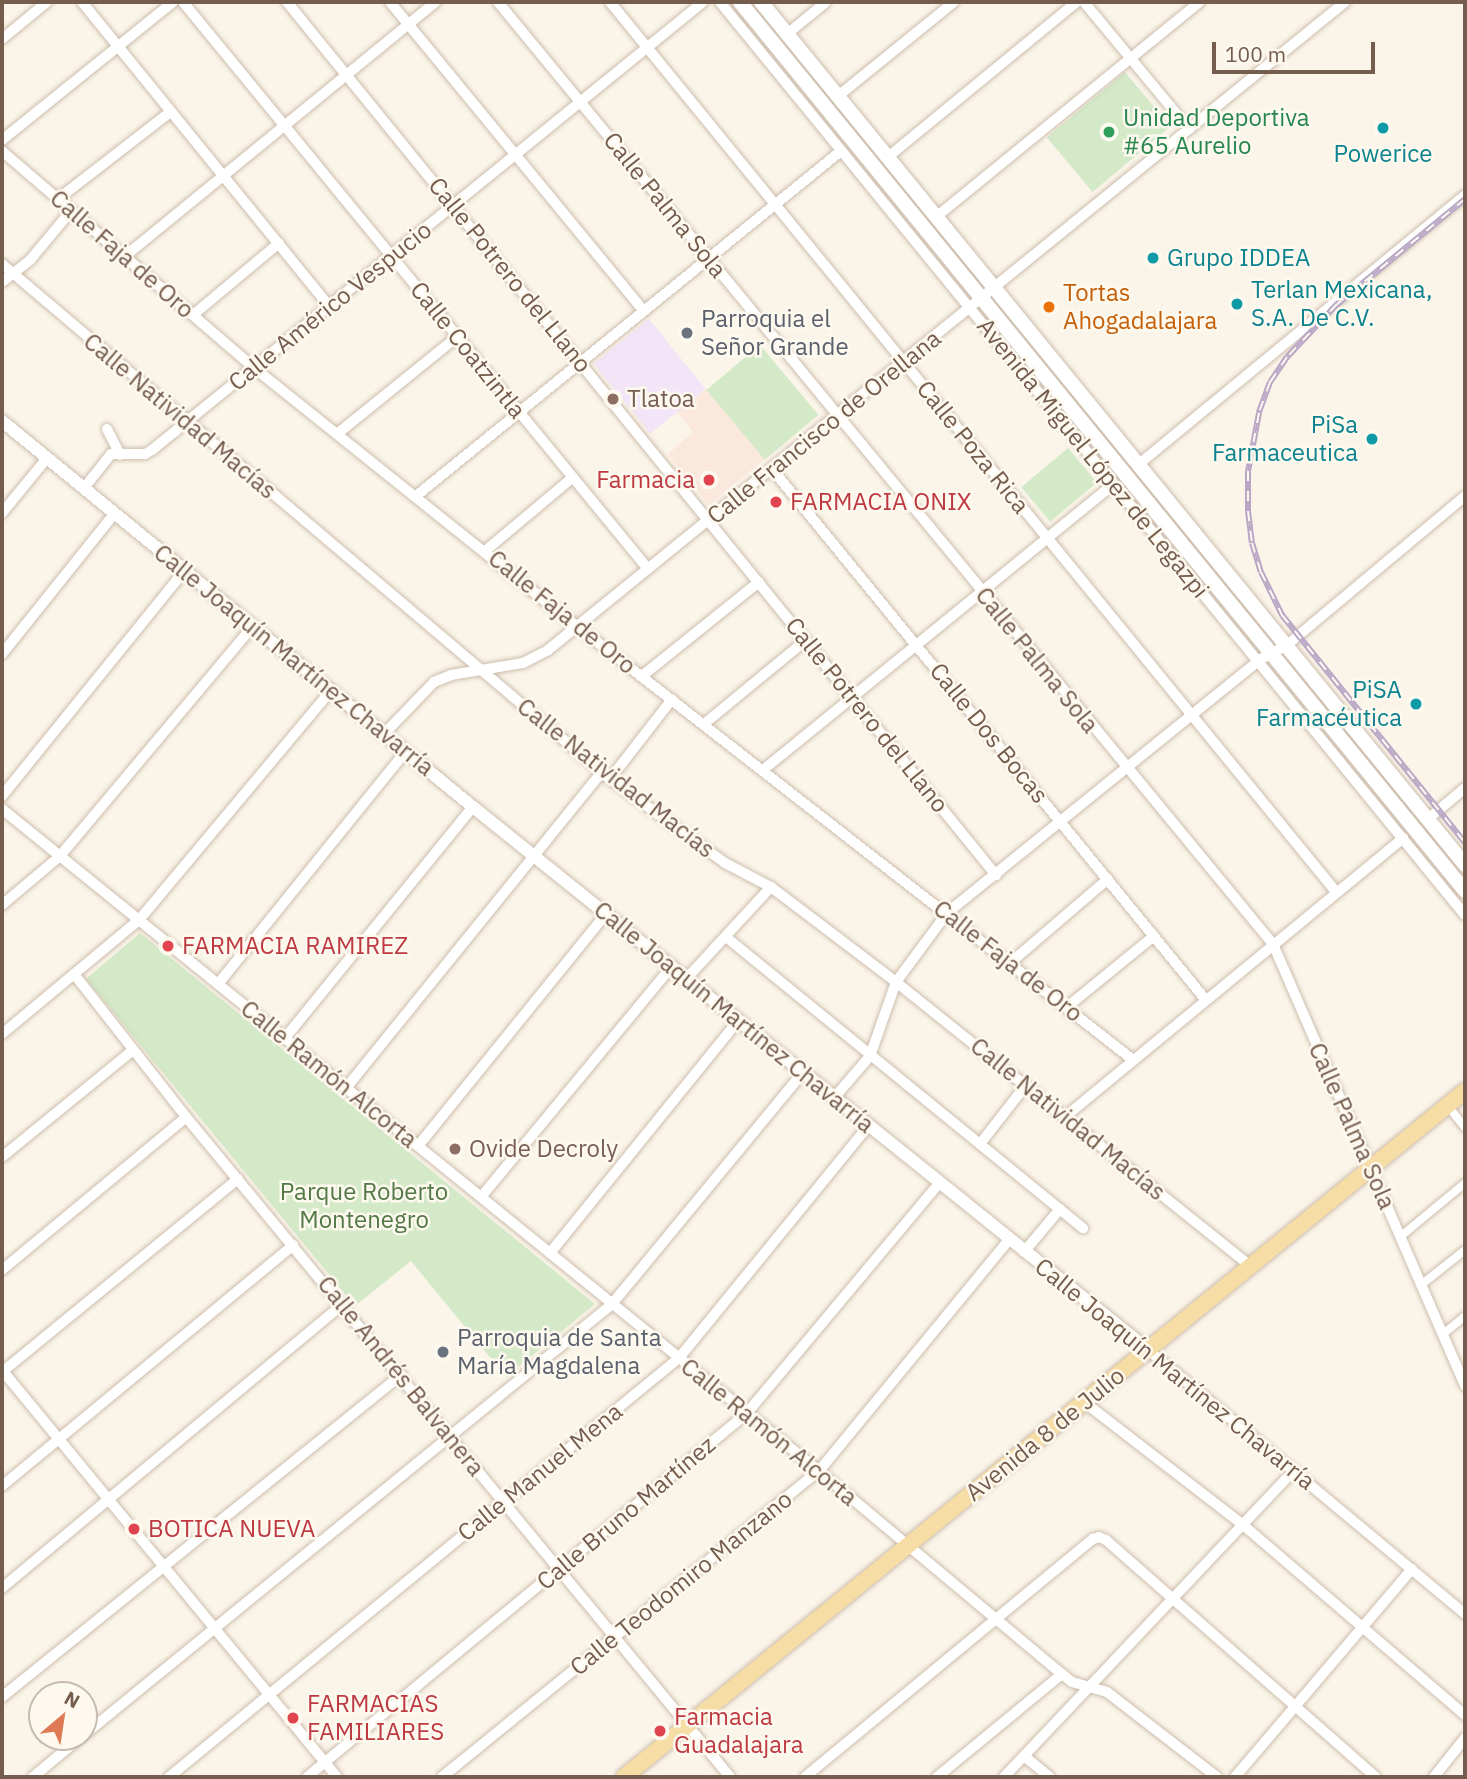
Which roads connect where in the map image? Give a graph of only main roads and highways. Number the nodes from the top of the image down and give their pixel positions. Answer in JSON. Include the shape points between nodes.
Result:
{"nodes":[{"id":1,"x":740,"y":2,"type":"edge"},
{"id":2,"x":761,"y":2,"type":"edge"},
{"id":3,"x":1402,"y":787,"type":"junction"},
{"id":4,"x":1389,"y":798,"type":"junction"},
{"id":5,"x":1465,"y":865,"type":"edge"},
{"id":6,"x":1465,"y":891,"type":"edge"},
{"id":7,"x":1465,"y":1091,"type":"edge"},
{"id":8,"x":624,"y":1777,"type":"edge"}],
"edges":[{"from":1,"to":4,"type":"main road","name":"Avenida Miguel López de Legazpi","via":[[975,304],[1265,657]]},
{"from":2,"to":3,"type":"main road","name":"Avenida Miguel López de Legazpi"},
{"from":3,"to":4,"type":"main road"},
{"from":3,"to":5,"type":"main road","name":"Avenida Miguel López de Legazpi"},
{"from":4,"to":6,"type":"main road","name":"Avenida Miguel López de Legazpi"},
{"from":7,"to":8,"type":"main road","name":"Avenida 8 de Julio"}]}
--*--
Problem to work on = The entries are to be transcribed in full. Their pictures are not.

Exercise solution =
Which roads connect where in the map image? Give a graph of only main roads and highways. Number the nodes from the top of the image down and give their pixel positions. Answer in JSON. Include the shape points between nodes.
Result:
{"nodes":[{"id":1,"x":740,"y":2,"type":"edge"},
{"id":2,"x":761,"y":2,"type":"edge"},
{"id":3,"x":1402,"y":787,"type":"junction"},
{"id":4,"x":1389,"y":798,"type":"junction"},
{"id":5,"x":1465,"y":865,"type":"edge"},
{"id":6,"x":1465,"y":891,"type":"edge"},
{"id":7,"x":1465,"y":1091,"type":"edge"},
{"id":8,"x":624,"y":1777,"type":"edge"}],
"edges":[{"from":1,"to":4,"type":"main road","name":"Avenida Miguel López de Legazpi","via":[[975,304],[1265,657]]},
{"from":2,"to":3,"type":"main road","name":"Avenida Miguel López de Legazpi"},
{"from":3,"to":4,"type":"main road"},
{"from":3,"to":5,"type":"main road","name":"Avenida Miguel López de Legazpi"},
{"from":4,"to":6,"type":"main road","name":"Avenida Miguel López de Legazpi"},
{"from":7,"to":8,"type":"main road","name":"Avenida 8 de Julio"}]}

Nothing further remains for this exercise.